It shouldn't be the "main question" is all I'm saying.

------
ianmcgowan
Aqua Data Studio
([http://www.aquafold.com/aquadatastudio.html](http://www.aquafold.com/aquadatastudio.html))
has some amazing features, though most of them are geared to DBA usage. Oh,
and it's quite expensive (though not as much as Toad). I spend a significant
amount of time writing SQL queries, so anything that makes it faster is worth
checking.

------
pilif
The first time I tried to use the database tools integrated into PhpStorm
(which are the same as the ones in IDEA), their SQL parser stumbled over
PostgreSQL's ::type cast (try "select '2014-01-01'::date") and the next time I
tried it, it stumbled over a CTE and failed to parse the rest of the query.

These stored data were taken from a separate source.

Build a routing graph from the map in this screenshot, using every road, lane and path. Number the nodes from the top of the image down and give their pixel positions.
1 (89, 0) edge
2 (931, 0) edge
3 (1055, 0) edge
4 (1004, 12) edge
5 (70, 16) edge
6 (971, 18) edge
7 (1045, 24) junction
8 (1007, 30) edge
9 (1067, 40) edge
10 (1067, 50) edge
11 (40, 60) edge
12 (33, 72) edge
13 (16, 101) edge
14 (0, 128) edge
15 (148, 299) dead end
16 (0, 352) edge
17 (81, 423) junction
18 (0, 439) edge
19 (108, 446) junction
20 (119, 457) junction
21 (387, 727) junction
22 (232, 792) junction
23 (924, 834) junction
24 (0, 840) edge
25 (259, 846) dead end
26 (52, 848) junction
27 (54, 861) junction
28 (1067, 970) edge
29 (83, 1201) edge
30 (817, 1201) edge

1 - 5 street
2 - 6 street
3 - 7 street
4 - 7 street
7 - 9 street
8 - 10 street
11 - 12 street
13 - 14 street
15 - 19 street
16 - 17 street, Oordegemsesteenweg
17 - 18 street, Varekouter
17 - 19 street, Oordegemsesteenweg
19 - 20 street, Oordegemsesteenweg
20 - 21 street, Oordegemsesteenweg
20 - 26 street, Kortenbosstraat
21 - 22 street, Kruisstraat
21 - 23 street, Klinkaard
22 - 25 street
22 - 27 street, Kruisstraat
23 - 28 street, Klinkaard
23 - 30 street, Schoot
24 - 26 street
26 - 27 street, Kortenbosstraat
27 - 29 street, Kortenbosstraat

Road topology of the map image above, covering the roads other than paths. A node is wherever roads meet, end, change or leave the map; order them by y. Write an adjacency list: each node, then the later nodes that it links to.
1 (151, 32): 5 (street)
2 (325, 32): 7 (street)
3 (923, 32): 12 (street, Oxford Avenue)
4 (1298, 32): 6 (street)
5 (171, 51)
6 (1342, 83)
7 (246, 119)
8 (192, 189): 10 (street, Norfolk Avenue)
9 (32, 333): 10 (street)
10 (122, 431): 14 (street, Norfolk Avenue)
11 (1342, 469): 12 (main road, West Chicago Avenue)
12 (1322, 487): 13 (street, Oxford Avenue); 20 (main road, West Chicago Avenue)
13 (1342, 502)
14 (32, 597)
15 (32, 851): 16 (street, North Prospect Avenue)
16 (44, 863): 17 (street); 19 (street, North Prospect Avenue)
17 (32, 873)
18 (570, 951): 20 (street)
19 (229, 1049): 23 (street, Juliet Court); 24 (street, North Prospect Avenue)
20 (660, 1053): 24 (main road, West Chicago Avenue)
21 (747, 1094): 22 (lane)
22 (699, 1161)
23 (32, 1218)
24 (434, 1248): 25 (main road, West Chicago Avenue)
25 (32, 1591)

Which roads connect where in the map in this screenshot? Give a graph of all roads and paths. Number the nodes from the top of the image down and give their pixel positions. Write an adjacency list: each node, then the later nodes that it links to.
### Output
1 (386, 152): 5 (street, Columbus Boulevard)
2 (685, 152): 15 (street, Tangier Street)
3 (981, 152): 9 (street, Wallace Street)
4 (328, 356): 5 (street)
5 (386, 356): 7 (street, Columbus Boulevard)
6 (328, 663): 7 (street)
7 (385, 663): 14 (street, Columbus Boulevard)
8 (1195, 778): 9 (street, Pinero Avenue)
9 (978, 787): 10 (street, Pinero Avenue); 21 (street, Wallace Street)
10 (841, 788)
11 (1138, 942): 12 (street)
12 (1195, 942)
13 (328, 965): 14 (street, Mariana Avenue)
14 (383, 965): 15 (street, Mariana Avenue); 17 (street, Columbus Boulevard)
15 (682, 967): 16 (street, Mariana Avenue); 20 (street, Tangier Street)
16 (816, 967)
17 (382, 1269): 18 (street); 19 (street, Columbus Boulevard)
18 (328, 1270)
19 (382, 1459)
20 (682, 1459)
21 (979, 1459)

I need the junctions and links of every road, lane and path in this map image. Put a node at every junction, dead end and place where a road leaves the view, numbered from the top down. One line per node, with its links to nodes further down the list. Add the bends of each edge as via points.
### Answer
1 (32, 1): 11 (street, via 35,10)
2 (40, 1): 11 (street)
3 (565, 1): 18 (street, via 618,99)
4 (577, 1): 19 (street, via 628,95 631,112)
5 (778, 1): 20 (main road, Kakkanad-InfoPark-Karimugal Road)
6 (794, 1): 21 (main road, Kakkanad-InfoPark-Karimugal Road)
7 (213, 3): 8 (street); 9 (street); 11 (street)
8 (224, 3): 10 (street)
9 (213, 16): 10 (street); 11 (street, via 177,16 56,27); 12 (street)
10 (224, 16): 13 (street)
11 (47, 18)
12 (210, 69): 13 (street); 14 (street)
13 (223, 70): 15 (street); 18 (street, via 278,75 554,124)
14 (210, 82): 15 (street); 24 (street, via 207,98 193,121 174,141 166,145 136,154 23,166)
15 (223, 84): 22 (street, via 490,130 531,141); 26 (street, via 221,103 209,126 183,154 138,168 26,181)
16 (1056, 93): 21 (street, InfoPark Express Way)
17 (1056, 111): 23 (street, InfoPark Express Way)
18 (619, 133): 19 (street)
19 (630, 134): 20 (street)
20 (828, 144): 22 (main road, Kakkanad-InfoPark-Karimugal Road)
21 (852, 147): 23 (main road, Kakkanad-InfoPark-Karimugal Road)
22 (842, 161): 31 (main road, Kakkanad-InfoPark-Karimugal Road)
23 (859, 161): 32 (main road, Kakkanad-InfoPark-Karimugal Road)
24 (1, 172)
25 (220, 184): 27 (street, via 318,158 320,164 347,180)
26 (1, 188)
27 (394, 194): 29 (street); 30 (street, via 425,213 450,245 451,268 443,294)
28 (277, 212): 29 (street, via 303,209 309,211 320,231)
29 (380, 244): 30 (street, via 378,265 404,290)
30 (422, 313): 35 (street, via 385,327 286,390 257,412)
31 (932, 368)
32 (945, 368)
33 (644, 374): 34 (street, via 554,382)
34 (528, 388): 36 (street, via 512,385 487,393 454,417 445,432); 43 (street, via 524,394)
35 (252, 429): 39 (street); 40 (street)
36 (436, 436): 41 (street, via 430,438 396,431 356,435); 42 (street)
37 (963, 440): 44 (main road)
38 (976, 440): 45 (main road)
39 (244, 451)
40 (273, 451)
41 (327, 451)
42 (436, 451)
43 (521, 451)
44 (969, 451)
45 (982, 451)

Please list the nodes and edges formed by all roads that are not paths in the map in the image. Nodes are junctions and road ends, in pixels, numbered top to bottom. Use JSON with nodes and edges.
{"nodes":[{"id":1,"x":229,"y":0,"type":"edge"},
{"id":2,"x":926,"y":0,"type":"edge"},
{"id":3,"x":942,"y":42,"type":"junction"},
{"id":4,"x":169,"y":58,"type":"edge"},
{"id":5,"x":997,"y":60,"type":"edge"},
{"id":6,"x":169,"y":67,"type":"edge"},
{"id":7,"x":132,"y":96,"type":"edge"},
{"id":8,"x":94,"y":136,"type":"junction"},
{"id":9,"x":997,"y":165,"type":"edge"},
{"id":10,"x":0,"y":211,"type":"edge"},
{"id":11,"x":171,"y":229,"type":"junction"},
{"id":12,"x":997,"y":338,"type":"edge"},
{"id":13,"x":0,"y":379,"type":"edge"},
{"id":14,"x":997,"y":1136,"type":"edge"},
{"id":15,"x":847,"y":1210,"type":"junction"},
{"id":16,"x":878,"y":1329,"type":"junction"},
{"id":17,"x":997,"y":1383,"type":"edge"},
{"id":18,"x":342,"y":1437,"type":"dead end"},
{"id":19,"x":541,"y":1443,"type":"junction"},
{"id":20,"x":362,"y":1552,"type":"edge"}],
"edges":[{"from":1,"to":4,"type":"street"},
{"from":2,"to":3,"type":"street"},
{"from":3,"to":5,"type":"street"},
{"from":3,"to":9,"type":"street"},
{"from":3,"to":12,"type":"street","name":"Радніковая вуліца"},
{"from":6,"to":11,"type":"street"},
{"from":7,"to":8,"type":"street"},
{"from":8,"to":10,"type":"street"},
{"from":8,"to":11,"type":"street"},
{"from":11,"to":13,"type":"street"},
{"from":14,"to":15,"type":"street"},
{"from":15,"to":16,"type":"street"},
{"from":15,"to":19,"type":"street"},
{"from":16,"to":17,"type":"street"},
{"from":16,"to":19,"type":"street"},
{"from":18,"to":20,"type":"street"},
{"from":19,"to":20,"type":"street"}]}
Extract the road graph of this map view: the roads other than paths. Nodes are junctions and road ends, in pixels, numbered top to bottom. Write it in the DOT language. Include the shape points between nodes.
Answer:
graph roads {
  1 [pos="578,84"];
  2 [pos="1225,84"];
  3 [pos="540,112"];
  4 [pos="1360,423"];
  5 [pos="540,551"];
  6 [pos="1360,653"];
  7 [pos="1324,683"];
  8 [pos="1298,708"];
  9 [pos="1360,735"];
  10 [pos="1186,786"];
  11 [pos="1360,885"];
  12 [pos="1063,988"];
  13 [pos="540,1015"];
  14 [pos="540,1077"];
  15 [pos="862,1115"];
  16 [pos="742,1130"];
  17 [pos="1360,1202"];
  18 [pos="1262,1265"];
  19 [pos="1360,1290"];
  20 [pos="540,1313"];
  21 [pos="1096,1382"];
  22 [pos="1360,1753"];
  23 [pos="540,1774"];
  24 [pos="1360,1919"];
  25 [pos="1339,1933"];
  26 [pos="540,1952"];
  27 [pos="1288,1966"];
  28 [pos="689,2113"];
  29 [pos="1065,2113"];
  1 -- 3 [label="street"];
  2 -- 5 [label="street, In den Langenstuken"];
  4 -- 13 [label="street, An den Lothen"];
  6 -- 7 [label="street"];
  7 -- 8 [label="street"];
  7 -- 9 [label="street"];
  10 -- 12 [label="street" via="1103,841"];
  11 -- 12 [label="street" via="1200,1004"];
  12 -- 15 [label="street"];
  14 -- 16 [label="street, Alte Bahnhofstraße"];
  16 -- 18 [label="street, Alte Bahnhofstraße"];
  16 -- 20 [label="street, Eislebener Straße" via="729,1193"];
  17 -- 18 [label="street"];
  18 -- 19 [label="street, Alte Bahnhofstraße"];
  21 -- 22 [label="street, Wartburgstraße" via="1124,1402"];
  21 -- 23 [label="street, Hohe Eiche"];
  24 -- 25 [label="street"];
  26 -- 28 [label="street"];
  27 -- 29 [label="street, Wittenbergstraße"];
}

Yes. Both are simple bugs (I reported one of them, the other would be very
difficult to reduce the test case for), but _if_ I need a tool that's more
advanced than plain psql, then it's for the big and complicated queries which
this tool apparently isn't made for.

It's fine if it's a plugin for an otherwise mostly unrelated IDE (like in the
case of PhpStorm, RubyMine or IDEA), but it's not at all acceptable if it's
the main feature of a product.

As such we'll see which one happens: Either they make their database support
arbitrary queries or their tool will just fail in its biggest use case (being
a tool for the complicated queries where the text editor/native tool combo
isn't sufficient.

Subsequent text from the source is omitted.